> DATASET CONTENT:
....

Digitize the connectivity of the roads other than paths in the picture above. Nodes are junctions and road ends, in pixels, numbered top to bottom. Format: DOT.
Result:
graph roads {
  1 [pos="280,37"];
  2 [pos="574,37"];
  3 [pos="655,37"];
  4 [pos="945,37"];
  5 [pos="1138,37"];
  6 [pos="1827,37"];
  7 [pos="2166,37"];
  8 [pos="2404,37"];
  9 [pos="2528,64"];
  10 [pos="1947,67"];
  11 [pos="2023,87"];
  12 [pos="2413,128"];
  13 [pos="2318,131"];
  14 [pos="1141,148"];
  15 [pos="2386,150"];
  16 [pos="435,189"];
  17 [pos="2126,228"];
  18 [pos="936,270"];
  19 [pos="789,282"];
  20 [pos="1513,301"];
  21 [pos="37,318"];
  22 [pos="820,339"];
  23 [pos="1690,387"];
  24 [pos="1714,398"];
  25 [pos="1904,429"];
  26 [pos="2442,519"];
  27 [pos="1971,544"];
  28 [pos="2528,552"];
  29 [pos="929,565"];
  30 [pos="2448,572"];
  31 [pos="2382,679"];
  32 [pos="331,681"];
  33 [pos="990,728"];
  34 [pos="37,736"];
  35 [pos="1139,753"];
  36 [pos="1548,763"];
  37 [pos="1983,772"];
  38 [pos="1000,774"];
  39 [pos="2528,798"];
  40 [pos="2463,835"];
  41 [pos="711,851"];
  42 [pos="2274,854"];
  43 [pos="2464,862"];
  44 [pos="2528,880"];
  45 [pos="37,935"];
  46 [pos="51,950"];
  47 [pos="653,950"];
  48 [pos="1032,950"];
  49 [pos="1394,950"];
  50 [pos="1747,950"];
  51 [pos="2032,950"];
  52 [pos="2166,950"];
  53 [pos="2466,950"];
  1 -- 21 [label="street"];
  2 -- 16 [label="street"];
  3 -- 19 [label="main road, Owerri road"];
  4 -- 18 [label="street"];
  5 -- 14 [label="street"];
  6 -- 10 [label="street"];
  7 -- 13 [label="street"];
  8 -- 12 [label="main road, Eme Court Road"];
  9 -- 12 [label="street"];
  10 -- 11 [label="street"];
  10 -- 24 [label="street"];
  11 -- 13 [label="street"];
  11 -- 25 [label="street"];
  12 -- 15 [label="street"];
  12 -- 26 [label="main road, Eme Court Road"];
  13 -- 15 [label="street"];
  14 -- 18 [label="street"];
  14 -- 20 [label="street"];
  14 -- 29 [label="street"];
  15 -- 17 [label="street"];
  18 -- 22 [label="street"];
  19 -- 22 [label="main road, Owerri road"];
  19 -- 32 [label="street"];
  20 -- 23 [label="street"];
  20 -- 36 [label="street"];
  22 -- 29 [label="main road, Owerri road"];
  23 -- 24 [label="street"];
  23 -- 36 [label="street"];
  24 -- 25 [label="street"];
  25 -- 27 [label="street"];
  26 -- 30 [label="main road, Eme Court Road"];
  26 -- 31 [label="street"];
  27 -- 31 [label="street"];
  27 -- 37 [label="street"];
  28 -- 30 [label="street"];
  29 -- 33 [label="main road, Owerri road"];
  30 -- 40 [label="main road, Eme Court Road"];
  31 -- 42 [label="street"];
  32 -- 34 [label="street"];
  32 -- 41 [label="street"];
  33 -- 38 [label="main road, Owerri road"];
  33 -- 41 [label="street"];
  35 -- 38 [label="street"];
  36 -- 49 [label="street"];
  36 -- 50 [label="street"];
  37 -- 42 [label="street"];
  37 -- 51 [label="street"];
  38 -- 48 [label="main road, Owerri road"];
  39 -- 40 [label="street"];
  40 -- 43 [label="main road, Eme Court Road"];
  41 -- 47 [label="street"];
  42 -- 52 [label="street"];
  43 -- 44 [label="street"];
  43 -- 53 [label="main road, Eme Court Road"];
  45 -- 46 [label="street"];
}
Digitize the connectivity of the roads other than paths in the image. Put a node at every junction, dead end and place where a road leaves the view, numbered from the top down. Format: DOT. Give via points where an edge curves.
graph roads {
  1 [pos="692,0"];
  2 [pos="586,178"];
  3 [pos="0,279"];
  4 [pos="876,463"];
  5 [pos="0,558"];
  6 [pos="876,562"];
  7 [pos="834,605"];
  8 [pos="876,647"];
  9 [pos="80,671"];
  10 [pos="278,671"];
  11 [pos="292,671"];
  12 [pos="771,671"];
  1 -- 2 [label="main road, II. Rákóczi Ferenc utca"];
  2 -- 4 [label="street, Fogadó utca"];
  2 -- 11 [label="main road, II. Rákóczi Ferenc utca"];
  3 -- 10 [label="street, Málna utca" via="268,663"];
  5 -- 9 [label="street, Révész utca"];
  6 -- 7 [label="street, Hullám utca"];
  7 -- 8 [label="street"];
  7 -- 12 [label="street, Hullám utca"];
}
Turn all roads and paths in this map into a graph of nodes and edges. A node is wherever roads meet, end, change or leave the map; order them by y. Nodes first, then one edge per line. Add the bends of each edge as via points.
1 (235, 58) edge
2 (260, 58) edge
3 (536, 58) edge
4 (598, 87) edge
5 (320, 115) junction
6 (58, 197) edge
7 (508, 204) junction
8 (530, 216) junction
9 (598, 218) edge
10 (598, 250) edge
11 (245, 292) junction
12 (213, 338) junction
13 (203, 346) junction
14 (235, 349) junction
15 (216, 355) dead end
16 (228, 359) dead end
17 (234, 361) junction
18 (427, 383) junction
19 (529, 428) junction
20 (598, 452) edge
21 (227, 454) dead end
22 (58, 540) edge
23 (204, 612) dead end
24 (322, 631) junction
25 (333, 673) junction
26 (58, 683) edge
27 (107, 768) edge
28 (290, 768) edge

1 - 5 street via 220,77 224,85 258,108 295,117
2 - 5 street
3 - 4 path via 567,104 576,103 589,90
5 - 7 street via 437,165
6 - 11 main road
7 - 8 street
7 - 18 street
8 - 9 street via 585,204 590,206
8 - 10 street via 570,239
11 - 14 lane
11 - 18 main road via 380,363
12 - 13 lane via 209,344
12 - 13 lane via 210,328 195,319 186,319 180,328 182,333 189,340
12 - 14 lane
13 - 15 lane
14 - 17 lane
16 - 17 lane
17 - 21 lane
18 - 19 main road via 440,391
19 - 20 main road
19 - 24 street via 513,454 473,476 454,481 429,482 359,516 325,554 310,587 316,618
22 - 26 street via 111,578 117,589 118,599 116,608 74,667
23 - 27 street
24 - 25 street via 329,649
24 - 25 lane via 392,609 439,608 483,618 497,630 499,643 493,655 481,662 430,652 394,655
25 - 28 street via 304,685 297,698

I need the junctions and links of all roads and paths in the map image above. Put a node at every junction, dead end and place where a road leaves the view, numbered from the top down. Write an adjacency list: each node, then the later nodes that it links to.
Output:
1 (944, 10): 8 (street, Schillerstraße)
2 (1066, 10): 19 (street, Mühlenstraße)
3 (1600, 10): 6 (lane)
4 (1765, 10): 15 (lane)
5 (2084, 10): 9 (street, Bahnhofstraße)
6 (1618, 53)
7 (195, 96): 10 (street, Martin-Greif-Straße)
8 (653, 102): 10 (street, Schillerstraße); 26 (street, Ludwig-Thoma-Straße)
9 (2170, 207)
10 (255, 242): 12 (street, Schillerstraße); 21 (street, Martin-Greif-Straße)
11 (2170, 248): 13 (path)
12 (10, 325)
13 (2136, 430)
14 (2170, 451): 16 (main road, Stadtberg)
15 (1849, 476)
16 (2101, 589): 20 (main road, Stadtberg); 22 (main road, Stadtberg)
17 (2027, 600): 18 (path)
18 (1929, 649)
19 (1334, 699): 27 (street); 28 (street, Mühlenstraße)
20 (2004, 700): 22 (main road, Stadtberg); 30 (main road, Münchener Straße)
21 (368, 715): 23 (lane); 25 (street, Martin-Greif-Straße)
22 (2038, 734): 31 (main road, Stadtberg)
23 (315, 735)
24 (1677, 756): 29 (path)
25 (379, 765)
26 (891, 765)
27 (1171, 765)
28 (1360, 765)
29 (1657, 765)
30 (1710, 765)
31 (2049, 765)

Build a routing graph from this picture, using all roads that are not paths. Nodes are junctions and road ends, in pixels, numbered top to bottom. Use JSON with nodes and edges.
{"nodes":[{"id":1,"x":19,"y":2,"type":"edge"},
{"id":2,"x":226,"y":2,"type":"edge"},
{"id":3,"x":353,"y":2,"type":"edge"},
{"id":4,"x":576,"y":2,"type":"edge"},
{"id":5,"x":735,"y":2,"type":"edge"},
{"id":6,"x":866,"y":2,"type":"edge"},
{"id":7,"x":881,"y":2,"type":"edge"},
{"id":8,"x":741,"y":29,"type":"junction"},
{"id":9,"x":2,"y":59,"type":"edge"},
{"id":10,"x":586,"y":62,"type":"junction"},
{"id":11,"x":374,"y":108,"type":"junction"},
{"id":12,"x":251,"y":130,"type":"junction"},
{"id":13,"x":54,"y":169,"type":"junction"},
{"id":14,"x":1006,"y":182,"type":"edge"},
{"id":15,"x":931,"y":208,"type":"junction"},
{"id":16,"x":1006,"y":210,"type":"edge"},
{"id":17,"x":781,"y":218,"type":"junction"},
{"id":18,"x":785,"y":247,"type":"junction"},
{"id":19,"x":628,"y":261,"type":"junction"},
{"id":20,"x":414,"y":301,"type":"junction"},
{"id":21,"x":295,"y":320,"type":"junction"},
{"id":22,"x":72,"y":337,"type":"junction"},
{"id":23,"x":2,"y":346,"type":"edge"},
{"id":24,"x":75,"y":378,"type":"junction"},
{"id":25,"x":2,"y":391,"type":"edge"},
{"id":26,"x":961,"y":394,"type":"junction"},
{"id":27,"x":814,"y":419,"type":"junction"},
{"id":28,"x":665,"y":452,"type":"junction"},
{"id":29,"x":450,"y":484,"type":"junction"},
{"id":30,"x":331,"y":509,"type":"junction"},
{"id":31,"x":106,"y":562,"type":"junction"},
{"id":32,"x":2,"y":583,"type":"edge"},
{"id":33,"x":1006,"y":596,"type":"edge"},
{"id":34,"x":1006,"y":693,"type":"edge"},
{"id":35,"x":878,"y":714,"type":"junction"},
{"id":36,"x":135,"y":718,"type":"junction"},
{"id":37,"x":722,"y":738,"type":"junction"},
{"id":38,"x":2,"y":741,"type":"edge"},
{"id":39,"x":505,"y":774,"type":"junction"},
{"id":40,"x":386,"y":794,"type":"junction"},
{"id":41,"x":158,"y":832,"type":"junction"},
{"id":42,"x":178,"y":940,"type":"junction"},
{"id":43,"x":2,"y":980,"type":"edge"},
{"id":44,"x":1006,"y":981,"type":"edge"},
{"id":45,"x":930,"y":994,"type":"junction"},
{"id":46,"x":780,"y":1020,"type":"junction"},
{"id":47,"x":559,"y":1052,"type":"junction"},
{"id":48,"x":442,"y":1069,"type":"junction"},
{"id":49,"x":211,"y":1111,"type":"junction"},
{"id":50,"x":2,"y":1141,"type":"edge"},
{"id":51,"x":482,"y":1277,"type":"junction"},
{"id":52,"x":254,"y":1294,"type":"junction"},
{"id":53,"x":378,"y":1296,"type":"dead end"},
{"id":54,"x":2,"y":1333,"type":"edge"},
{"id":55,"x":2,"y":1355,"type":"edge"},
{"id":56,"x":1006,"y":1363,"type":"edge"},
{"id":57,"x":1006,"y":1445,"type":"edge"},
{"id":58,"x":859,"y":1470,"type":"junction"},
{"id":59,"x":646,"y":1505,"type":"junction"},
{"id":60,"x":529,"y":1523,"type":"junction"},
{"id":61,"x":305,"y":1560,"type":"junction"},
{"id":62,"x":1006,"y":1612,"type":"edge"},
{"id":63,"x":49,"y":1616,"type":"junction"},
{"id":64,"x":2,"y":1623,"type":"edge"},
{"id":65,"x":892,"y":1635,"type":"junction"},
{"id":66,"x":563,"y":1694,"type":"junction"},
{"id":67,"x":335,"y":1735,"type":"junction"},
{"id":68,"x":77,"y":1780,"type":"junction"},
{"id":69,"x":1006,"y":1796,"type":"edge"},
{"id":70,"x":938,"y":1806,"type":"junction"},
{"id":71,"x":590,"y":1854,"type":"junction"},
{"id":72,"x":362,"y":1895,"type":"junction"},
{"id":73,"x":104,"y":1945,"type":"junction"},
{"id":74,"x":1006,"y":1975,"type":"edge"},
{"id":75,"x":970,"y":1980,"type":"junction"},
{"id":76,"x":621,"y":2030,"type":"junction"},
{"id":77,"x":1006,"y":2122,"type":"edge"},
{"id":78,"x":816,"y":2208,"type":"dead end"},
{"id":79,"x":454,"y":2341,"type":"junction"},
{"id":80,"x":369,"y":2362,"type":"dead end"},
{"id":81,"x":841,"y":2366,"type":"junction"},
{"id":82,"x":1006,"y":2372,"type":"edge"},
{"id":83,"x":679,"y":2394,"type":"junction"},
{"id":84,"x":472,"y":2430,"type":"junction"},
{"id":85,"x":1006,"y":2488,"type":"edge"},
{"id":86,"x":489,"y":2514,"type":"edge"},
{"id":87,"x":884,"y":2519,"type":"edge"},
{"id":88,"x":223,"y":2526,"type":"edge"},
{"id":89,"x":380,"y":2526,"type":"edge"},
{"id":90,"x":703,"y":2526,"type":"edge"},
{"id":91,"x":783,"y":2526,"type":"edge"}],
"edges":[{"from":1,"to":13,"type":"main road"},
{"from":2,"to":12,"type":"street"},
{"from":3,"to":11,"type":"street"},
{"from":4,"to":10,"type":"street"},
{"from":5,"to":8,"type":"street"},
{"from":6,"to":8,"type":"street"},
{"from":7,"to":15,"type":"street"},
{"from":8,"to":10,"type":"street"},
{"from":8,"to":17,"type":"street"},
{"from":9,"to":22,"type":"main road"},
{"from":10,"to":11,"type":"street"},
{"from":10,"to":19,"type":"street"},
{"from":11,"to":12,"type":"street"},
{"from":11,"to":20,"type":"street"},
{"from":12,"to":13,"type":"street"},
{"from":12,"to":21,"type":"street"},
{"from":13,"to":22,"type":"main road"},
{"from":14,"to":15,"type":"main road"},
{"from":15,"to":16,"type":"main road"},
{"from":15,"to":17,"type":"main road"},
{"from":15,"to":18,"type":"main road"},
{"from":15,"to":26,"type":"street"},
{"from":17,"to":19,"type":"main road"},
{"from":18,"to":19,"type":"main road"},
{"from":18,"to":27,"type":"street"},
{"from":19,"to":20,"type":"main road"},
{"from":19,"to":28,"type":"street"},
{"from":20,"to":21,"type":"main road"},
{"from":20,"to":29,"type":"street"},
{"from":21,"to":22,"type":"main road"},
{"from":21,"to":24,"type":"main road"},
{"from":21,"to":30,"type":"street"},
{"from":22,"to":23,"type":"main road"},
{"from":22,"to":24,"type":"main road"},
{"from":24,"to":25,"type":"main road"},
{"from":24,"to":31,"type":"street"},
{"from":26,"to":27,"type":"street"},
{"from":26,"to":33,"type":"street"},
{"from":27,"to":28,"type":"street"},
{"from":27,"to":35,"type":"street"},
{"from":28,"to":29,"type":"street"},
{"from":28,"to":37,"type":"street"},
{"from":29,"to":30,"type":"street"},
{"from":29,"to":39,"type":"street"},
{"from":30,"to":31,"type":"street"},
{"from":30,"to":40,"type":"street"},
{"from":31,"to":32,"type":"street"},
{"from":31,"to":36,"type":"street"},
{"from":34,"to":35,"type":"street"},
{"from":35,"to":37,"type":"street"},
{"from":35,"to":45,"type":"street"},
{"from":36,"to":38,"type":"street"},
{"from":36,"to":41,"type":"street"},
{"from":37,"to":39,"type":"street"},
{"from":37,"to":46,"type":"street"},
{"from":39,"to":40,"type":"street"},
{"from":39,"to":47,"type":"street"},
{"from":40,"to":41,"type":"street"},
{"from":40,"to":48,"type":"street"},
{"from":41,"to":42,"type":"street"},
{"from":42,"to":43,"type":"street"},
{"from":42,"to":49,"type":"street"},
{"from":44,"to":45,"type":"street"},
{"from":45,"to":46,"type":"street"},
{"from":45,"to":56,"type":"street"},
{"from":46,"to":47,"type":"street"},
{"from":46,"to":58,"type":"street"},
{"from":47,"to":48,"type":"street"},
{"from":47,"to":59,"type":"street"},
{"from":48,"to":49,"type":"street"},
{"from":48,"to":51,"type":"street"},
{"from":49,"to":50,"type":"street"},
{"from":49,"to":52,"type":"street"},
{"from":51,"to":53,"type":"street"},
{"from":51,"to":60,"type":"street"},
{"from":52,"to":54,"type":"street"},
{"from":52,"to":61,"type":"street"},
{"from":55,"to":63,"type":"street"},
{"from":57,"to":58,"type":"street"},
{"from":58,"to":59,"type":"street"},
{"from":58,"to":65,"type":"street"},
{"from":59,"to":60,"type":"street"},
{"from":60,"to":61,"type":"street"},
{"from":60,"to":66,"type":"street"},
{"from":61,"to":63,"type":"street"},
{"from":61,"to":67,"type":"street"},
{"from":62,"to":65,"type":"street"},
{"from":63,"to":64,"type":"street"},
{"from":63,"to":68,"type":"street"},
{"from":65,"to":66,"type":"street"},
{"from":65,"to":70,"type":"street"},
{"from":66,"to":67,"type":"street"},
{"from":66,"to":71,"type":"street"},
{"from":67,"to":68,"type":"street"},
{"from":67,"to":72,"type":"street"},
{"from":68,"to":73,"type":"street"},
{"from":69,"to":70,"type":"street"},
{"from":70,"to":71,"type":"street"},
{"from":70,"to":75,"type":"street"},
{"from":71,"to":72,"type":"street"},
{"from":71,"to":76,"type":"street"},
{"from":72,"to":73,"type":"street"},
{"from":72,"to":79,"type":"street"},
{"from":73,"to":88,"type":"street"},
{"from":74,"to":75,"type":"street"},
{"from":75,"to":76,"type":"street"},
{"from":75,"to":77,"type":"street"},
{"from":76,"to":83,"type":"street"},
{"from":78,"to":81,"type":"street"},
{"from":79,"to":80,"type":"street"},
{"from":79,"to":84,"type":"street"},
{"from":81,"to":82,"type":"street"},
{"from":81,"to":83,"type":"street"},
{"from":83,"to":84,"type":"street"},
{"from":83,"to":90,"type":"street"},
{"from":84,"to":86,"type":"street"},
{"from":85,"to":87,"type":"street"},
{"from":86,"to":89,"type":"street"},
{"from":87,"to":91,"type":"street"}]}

....

A single integer is the expected output: the number of lines in the data that include the word "bottom".

> SOLUTION FOR THIS TASK: 2